Data records section start

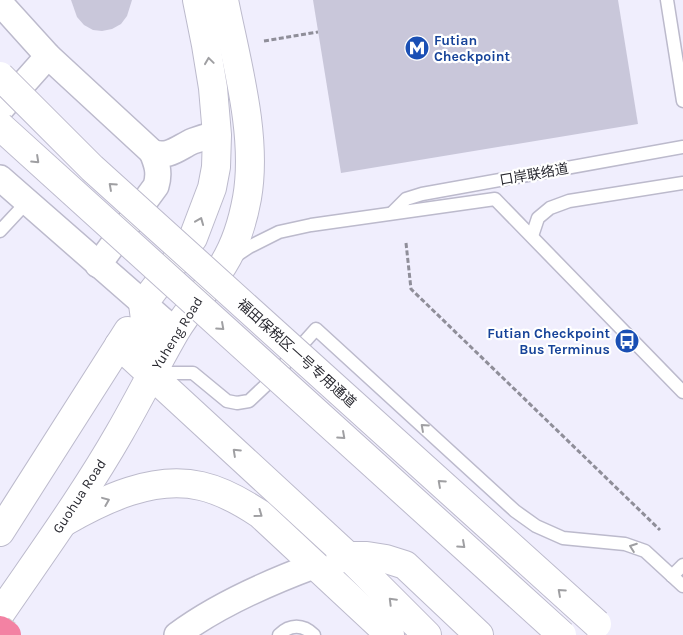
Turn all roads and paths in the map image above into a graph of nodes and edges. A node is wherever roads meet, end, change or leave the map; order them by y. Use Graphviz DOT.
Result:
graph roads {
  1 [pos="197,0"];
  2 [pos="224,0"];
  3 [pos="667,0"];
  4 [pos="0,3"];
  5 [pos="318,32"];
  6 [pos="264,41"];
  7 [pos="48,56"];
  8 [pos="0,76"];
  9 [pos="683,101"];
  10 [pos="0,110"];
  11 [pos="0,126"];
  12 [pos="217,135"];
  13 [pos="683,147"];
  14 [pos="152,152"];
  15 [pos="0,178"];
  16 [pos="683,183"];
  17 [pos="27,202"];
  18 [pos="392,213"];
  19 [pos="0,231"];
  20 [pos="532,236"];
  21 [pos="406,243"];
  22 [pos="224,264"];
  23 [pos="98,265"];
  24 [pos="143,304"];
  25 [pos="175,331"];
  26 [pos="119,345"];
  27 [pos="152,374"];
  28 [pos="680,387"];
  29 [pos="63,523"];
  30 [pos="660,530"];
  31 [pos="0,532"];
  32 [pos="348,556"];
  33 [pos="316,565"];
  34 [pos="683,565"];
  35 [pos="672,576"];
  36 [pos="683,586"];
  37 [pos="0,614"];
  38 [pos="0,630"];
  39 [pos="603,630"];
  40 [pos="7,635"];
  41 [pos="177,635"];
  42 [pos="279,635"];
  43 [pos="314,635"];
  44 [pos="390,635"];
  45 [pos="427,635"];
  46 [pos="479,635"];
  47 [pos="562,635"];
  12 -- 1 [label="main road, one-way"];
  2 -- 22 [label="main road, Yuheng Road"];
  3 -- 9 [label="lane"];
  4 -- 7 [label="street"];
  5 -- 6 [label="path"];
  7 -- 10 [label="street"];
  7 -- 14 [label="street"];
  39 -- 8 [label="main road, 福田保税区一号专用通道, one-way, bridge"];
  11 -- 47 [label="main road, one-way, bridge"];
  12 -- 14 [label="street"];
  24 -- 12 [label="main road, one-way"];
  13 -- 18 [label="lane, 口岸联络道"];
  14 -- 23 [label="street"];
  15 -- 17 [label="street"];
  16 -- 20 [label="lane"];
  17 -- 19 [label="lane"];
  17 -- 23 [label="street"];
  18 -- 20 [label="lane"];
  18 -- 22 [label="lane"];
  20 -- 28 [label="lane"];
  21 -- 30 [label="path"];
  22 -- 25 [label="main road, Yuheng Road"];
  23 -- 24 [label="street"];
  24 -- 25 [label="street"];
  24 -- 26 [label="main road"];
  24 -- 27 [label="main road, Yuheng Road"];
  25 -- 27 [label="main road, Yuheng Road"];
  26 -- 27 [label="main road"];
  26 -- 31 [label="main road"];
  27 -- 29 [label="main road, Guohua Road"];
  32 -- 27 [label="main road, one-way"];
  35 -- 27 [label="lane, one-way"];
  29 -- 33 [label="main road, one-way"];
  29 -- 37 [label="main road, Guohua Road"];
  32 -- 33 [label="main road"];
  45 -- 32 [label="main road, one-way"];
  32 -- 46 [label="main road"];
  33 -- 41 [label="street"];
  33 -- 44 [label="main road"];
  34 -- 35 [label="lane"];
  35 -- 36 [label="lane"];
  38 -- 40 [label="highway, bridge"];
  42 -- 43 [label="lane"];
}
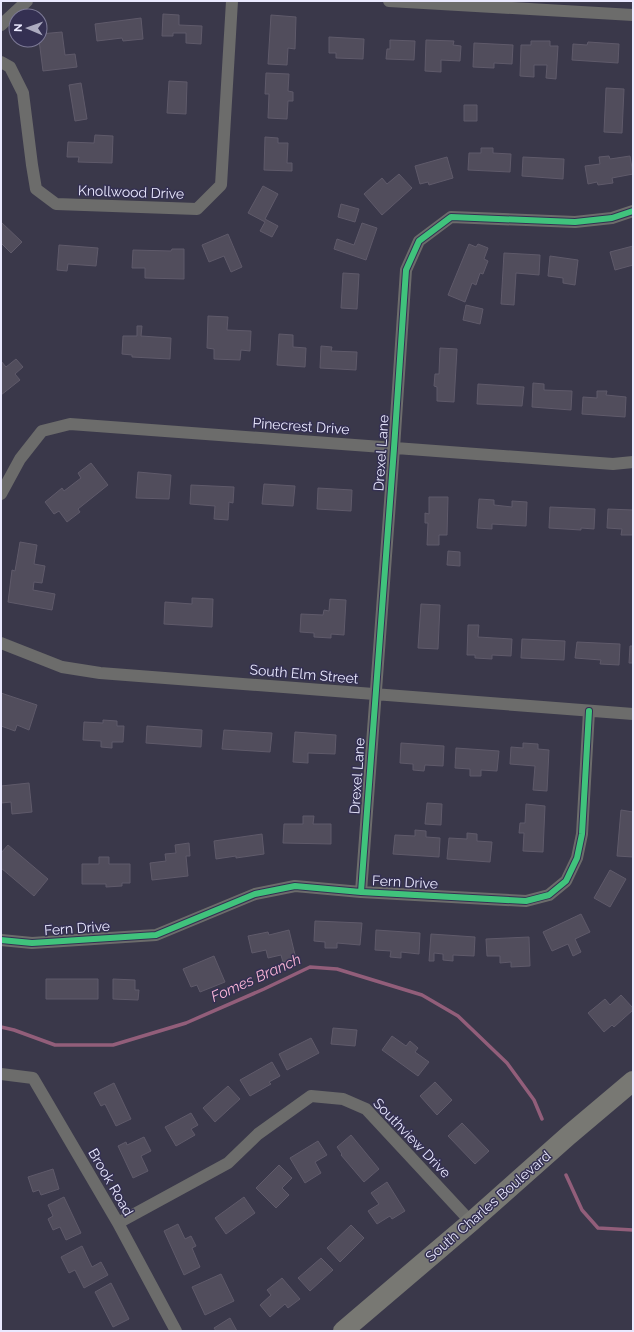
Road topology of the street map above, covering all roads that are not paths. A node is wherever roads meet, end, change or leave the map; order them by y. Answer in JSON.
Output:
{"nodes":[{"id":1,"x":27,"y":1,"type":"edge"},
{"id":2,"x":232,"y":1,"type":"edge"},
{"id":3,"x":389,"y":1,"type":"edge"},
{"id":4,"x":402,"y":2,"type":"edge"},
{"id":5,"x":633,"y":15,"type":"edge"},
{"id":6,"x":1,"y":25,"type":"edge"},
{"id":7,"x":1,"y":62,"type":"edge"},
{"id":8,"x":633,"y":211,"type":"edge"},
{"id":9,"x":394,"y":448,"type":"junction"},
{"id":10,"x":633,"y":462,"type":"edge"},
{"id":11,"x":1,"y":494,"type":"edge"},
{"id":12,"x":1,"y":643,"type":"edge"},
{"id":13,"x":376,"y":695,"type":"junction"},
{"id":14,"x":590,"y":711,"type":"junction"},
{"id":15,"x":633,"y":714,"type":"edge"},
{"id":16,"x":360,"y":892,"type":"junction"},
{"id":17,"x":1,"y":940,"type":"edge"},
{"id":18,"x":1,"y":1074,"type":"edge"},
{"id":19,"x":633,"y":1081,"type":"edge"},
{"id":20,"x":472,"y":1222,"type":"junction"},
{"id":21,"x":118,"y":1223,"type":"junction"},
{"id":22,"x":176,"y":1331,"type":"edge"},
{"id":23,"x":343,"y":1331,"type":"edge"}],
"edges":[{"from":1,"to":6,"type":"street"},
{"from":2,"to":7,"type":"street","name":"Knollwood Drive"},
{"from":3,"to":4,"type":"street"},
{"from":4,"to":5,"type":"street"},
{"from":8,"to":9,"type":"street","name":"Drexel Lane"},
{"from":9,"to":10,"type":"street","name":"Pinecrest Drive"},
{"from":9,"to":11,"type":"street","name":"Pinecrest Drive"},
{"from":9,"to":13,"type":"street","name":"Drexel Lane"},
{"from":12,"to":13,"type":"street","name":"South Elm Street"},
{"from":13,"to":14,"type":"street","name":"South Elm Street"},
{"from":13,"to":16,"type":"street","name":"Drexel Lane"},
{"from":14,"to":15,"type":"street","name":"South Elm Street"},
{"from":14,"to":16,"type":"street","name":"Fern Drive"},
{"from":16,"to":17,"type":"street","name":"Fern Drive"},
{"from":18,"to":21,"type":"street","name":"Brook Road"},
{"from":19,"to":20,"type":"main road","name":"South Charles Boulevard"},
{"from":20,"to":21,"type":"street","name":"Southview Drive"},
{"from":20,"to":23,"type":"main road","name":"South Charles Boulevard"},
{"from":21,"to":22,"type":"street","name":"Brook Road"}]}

Data records section end

Task directions =
Please work out how many lines in the records hold the string "Boulevard", and give only the number.

Problem solution =
2